Every line containing the string "Carolina" is to be copied from the records.

[Start of Attachment]

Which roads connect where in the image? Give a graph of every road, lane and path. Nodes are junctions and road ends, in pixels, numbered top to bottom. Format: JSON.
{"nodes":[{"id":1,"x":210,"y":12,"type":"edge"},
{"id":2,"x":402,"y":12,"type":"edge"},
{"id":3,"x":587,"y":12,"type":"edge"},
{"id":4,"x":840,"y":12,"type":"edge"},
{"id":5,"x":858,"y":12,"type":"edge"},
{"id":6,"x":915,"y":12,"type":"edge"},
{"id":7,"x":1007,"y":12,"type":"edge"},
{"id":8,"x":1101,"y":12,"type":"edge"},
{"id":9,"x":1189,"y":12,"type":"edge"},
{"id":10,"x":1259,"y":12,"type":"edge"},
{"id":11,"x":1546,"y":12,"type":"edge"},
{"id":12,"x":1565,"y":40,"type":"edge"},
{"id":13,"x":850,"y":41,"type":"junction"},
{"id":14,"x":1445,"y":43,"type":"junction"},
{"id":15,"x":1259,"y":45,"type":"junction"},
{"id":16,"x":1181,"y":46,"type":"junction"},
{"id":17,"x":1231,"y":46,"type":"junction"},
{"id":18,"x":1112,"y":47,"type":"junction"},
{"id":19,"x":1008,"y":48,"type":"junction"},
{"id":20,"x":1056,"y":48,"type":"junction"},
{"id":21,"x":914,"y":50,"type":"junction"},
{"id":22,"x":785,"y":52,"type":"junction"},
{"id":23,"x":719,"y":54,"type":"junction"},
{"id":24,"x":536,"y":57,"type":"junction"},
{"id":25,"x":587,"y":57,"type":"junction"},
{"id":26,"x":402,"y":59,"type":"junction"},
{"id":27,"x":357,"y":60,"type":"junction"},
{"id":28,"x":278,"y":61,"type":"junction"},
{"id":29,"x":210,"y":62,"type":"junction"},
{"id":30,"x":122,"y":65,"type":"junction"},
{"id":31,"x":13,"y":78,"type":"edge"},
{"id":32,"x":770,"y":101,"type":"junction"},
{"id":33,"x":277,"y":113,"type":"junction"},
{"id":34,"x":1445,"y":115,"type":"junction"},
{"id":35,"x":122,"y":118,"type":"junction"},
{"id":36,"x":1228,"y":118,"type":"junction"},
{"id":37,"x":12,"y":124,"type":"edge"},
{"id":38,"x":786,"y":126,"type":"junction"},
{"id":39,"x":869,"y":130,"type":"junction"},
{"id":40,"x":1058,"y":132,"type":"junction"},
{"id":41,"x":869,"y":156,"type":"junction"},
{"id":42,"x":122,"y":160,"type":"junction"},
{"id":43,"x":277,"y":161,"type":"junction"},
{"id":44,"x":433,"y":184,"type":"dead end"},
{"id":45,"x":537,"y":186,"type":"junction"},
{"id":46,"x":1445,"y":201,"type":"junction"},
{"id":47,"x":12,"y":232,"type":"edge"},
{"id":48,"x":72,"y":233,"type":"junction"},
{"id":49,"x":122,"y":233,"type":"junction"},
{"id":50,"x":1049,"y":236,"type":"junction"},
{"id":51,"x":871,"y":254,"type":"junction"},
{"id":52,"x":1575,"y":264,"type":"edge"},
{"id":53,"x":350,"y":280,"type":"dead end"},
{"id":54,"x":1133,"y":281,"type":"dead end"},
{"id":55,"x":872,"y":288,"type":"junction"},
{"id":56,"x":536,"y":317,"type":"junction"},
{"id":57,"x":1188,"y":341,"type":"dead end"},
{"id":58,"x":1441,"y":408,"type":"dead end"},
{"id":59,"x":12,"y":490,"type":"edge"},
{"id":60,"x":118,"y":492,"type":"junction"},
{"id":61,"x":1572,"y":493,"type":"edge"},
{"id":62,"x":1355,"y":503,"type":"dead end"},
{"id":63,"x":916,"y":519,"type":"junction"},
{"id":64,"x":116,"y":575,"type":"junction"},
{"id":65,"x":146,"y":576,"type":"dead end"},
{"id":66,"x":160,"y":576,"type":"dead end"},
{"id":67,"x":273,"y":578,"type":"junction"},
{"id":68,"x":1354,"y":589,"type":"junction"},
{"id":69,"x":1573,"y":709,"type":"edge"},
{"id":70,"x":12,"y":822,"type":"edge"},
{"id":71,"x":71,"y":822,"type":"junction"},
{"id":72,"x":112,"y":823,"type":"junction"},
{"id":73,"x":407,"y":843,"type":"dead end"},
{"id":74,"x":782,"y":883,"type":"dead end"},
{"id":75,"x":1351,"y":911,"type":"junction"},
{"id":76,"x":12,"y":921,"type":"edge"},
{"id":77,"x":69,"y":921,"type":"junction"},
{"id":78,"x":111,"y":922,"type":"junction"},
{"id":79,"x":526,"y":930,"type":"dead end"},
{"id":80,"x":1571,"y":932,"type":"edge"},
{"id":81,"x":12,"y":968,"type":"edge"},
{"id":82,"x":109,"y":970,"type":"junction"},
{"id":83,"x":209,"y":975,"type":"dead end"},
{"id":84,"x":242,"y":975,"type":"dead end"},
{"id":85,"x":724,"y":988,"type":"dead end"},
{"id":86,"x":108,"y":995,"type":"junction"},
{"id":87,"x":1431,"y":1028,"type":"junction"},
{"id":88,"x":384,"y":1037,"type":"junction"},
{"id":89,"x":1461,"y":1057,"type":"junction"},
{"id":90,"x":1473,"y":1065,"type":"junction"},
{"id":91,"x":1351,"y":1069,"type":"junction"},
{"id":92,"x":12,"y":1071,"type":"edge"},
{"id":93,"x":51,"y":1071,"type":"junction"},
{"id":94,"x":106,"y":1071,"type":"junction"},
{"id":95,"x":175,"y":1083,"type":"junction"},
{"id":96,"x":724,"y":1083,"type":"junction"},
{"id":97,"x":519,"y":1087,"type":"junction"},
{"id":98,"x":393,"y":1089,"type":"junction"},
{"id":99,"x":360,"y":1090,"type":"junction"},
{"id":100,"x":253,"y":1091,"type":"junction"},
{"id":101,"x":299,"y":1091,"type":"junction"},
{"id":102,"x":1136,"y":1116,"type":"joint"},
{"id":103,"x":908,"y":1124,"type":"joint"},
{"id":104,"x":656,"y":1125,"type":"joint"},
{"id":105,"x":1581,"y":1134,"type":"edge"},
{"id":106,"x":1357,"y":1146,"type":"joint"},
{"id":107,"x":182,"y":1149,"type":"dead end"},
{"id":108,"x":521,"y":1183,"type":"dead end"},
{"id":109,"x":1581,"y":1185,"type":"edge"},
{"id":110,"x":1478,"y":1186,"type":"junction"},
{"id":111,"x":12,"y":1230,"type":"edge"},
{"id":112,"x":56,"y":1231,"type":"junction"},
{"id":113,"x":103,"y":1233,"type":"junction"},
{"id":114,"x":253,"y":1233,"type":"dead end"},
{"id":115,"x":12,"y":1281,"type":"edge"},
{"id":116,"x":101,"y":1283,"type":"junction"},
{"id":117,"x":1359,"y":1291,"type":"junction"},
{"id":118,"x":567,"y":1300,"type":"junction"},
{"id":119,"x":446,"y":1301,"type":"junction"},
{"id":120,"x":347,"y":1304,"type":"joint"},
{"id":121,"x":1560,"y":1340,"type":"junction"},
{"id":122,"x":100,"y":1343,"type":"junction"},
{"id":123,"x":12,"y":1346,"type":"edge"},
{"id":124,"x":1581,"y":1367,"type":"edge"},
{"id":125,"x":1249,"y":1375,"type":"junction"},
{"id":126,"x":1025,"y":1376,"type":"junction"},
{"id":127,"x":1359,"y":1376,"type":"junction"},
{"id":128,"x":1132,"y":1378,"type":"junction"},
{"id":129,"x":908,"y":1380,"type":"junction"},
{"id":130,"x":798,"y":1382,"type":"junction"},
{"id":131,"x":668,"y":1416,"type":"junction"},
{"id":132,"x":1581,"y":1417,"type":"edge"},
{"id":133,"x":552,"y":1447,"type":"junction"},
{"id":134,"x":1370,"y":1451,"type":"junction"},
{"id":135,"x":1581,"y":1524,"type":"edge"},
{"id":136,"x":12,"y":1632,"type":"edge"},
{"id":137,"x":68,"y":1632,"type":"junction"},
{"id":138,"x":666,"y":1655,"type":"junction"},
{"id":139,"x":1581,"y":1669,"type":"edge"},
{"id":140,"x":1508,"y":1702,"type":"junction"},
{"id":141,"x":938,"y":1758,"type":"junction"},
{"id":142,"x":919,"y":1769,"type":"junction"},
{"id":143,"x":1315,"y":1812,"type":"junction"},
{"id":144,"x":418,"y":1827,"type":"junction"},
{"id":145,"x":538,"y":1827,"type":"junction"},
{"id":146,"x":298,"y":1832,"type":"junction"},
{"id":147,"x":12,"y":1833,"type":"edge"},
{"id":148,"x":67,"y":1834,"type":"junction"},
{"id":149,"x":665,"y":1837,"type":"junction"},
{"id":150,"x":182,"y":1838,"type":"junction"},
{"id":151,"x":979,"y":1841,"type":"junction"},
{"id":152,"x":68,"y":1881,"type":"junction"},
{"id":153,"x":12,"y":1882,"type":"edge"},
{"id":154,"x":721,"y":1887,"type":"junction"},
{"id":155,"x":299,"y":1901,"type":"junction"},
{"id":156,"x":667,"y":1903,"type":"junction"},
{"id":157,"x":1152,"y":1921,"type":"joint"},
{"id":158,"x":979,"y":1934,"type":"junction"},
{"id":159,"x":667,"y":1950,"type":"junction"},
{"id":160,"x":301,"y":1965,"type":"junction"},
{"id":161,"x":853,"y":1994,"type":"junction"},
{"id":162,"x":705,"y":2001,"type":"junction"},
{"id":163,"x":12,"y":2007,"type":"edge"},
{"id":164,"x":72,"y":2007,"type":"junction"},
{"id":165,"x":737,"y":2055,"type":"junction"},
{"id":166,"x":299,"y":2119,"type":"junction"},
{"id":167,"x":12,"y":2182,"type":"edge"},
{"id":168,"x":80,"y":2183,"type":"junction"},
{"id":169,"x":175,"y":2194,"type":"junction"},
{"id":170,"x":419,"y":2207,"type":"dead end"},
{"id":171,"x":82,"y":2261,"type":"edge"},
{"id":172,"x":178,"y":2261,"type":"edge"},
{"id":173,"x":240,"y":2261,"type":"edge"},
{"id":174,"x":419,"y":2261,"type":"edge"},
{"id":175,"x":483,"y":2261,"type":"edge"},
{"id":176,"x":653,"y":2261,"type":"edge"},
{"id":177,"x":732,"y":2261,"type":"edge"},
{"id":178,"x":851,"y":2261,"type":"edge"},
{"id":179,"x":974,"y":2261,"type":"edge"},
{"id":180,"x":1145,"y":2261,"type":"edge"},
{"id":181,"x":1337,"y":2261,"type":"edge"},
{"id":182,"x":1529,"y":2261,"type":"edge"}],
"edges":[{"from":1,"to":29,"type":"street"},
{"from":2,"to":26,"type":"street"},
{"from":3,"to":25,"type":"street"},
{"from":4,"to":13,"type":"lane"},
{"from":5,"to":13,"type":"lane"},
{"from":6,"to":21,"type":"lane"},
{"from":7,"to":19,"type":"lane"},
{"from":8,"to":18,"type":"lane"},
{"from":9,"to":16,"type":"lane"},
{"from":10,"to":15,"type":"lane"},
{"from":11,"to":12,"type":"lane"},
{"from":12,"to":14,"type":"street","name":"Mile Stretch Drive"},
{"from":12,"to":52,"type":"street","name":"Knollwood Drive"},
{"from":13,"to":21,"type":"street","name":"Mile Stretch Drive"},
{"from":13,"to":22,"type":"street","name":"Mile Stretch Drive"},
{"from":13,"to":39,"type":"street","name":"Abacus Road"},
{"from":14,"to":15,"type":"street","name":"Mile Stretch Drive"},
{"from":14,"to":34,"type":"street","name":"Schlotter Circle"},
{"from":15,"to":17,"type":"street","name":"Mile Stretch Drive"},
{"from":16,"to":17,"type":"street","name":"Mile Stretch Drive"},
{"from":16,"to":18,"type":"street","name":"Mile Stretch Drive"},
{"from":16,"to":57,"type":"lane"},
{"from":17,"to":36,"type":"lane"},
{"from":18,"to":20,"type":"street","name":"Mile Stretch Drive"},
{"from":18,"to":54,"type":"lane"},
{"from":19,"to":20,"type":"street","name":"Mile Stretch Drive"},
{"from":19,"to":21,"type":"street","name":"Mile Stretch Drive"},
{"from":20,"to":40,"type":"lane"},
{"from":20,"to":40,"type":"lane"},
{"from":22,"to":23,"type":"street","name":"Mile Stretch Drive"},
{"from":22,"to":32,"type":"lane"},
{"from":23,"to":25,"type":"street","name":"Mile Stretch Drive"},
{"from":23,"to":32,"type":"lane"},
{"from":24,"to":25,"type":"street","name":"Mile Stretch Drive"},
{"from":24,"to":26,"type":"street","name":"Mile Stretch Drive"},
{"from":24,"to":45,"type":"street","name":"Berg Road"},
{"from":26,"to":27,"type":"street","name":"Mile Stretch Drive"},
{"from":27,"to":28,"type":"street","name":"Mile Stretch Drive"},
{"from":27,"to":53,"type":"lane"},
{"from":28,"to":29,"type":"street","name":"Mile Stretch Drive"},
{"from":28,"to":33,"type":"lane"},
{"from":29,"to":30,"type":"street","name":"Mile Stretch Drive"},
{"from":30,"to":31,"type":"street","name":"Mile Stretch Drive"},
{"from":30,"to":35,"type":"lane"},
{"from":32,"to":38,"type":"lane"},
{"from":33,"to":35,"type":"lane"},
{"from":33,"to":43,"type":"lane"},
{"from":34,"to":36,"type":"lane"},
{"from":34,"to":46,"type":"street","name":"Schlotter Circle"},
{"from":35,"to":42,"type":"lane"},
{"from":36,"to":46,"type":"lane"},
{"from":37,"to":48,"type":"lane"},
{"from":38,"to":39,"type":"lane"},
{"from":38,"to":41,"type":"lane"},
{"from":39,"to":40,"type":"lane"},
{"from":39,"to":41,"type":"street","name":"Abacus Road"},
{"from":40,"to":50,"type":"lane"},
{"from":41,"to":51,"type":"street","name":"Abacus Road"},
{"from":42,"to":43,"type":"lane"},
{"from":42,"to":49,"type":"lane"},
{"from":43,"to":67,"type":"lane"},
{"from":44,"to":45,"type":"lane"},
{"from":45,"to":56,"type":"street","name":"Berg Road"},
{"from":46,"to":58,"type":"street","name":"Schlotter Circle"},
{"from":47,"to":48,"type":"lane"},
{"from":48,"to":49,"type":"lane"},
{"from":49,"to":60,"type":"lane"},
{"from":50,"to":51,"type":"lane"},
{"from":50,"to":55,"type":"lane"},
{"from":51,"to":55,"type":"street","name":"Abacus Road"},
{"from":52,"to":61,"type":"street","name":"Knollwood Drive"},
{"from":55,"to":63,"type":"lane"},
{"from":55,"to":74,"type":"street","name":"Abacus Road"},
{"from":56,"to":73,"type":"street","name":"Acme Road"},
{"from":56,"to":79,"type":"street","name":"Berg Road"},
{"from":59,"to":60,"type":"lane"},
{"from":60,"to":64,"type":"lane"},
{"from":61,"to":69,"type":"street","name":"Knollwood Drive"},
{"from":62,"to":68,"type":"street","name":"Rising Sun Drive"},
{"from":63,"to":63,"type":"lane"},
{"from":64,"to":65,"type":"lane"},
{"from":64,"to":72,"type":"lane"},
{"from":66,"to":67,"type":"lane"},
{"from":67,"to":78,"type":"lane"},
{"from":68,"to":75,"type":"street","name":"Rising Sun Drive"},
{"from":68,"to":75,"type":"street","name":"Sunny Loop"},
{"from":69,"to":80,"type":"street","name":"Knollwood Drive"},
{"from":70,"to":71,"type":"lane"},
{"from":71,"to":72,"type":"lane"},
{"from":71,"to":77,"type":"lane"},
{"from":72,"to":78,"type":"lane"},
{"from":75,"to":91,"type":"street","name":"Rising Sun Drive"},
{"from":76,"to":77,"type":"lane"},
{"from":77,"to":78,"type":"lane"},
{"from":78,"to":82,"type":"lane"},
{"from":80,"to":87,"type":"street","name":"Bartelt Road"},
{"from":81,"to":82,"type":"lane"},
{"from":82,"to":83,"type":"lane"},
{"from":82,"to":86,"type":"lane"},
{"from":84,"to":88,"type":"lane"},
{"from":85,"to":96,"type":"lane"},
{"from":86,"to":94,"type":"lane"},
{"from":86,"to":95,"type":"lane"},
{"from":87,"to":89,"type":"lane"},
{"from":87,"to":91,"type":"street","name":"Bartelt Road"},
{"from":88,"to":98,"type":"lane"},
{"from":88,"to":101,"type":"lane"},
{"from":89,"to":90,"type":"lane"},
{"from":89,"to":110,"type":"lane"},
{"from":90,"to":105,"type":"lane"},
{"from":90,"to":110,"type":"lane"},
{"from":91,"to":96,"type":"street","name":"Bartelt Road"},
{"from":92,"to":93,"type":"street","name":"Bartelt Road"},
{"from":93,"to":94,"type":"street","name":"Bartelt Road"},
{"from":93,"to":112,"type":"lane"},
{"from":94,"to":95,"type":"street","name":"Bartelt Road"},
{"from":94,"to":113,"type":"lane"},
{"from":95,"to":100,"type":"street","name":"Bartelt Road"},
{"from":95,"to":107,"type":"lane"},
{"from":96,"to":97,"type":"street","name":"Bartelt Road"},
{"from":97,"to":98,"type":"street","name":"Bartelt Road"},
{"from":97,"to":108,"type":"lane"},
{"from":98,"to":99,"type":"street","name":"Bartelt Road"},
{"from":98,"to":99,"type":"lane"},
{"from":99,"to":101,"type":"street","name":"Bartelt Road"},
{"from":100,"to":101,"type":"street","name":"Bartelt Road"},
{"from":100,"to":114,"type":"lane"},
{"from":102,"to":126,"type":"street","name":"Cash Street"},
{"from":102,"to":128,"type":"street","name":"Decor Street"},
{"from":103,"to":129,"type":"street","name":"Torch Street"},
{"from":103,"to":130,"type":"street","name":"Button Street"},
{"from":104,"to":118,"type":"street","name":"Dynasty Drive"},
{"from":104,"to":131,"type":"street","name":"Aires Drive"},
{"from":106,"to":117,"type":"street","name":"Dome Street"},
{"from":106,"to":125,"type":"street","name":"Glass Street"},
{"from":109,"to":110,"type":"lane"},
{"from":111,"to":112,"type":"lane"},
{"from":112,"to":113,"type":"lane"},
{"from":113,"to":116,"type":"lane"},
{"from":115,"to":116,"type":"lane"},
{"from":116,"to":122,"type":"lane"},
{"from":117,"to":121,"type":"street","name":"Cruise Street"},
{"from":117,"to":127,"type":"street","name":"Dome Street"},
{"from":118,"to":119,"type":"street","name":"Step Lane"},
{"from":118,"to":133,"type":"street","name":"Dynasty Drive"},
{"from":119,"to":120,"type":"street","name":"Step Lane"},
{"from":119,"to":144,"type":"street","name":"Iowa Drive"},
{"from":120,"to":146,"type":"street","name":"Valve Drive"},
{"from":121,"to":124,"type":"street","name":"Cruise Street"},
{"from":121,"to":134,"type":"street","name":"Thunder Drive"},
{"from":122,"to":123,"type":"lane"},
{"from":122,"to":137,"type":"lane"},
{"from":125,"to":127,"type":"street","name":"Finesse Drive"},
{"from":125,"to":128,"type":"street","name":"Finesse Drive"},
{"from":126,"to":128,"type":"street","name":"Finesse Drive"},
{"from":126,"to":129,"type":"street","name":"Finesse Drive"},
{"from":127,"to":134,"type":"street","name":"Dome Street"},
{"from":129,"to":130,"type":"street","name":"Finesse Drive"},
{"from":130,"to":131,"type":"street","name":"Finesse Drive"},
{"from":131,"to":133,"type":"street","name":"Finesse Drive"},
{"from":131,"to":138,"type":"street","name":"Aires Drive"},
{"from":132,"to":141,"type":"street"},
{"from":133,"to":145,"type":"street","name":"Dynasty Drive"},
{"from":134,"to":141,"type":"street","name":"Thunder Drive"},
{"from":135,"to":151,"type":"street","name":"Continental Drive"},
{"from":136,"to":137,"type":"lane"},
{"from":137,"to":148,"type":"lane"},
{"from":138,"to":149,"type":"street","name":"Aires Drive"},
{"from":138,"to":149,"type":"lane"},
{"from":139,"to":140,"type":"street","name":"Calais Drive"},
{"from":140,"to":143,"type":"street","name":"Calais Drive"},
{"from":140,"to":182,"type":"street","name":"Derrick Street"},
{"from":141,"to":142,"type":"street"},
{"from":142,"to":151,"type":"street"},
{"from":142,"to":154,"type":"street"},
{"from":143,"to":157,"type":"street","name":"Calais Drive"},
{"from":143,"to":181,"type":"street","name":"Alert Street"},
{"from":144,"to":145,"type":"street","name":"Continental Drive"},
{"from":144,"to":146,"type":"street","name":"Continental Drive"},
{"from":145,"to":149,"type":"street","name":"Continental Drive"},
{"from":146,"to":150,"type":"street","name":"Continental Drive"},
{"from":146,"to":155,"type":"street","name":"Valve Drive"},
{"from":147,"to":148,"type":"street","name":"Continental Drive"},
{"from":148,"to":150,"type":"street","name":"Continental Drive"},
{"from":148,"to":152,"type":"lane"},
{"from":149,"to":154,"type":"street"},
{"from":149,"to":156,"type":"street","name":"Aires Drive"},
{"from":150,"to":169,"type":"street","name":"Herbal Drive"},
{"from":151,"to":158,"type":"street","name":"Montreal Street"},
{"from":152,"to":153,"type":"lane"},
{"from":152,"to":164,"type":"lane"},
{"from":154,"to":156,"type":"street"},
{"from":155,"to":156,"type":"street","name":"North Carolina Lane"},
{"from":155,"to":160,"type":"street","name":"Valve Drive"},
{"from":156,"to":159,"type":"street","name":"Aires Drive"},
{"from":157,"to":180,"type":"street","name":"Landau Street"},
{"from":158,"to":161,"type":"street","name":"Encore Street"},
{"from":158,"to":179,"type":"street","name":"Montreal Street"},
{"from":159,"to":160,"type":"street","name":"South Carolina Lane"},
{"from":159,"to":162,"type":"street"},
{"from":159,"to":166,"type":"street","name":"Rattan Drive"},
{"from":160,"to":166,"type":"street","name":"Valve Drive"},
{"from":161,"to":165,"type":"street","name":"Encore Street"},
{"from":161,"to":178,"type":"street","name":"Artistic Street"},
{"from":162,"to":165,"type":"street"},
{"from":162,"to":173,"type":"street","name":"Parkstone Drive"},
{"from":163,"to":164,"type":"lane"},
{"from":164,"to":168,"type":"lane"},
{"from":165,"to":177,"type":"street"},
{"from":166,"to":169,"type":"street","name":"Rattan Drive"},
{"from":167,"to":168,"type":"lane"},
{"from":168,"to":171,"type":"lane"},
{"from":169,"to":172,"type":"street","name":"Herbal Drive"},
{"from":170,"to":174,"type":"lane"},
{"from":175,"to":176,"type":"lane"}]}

[End of Attachment]

Exercise result:
{"from":155,"to":156,"type":"street","name":"North Carolina Lane"},
{"from":159,"to":160,"type":"street","name":"South Carolina Lane"},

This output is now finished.